Telecommunications systems, cable televisions systems, and data communication networks use communication networks to rapidly convey large amounts of information between remote points. A communication network may include network elements that route packets through the network. Some network elements may include a distributed architecture, wherein packet processing may be distributed among several subsystems of the network element (e.g., line cards).
For many years, the management of communications networks using synchronous optical networking (SONET) and synchronous digital hierarchy (SDH) multiplexing equipment has been primarily based on Transaction Language 1 (TL1) which uses a fixed Access Identifier (AID) representing a containment relationship (e.g., where “A>B” is read as “A contains B”). Some example SONET containment relationships may include:                OC-N>STS-1>VT (where VT=VT1.5, VT2, VT3, VT6)        OC-N>STS-Nc (where c=3, 12, or 48) (referred to as “concatenated” Synchronous Transport Signals (STS))        
In the case of concatenation, STS-Nc signals must begin on boundaries of 3, 12, or 48 in the concatenated frame OC-N. This, in the case of SONET/SDH, by knowing a signal type (e.g., STS-1, VT2, STS-3c) and the TL1 AID structure (e.g., 1-3-2-6=Shelf 1, Slot 3, Port 2, STS-1 channel #3), one can unambiguously identify the target signal in the SONET/SDH frame structure.
Communications networks are now often configured as an Optical Transport Network (OTN) as defined by ITU Telecommunication Standardization Sector (ITU-T) Recommendation G.709. With OTN, relevant networking standards provide significantly flexible containment relationships for data frames, as compared with prior technologies. However, with OTN, it may not be possible to unambiguously identify a target signal in an OTN frame structure by simply using the target signal's AID, as was the case with prior technologies (e.g., SONET/SDH). For example, consider a system with the following OTN frame multiplexings:                ODU-3>ODU-flex (ODU-flex AID 1-3-2-4 in the form of shelf-slot-port-channel)        ODU-2>ODU-1        ODU-4>ODU-2>ODU-flex (ODU-flex AID 1-3-2-4 in the form of shelf-slot-port-channel).        

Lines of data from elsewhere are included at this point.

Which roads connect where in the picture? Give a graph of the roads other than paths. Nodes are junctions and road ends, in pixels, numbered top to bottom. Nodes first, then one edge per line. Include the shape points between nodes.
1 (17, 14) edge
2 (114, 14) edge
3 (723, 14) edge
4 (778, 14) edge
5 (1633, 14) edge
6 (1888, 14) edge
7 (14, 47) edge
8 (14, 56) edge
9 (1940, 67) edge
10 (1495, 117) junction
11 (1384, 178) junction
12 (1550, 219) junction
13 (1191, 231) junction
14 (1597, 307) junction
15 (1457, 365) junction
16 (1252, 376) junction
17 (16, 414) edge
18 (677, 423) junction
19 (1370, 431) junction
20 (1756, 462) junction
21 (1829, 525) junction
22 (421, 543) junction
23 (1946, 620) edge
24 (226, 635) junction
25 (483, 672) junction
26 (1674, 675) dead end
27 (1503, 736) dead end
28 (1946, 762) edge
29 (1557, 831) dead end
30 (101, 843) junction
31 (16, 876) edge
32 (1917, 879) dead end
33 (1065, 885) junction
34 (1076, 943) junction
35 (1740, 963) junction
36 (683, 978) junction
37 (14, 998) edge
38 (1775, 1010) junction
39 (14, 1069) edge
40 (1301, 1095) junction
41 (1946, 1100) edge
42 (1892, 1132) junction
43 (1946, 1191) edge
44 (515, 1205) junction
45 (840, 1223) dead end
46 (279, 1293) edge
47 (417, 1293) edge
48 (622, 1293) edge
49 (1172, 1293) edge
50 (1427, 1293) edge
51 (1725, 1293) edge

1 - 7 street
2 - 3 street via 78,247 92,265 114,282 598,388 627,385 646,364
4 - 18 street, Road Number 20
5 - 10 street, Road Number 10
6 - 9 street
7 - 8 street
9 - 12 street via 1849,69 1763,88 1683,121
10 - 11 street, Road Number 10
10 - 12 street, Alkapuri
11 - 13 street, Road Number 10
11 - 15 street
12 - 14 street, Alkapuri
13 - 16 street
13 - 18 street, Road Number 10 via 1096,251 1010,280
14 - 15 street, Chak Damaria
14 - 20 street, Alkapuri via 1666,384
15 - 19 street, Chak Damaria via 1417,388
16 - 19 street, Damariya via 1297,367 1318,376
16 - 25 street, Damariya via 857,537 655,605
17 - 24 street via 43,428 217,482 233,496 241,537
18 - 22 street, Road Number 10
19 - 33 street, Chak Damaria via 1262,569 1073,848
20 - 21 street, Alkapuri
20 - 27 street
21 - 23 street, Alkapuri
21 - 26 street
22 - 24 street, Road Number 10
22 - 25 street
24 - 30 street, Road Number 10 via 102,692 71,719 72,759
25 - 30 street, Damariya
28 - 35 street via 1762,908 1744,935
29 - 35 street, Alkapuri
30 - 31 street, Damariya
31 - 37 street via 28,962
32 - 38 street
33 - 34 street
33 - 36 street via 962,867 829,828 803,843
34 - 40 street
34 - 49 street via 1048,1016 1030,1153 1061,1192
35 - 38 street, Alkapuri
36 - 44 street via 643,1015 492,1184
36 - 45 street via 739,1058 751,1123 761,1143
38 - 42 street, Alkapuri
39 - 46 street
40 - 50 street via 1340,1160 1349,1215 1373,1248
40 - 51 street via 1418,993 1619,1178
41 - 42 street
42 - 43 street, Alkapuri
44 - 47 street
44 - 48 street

For the above examples, it may not be possible to unambiguously identify the target signal in the OTN frame by knowing only the target signal type and AID. In particular, the first and third mappings above could have the same AID structure (e.g., 1-3-2-4) and have the same target signal (an ODU-flex signal in both examples) yet the OTN mapping structures are different. This may cause problems with existing transport system software, as such software is often built around the notion of identifying the transport mapping for a given signal type by using the AID, particularly in transport systems built on top of the AID structure. Thus, there is a desire to maintain the AID structure (e.g., in the form of shelf-slot-port-channel) while being able to identify a target signal in the OTN multiplexing structure.
For purposes of illustration throughout the remainder of this disclosure, the first and third example mapping above may be referred to “Example #1” and “Example #3,” respectively.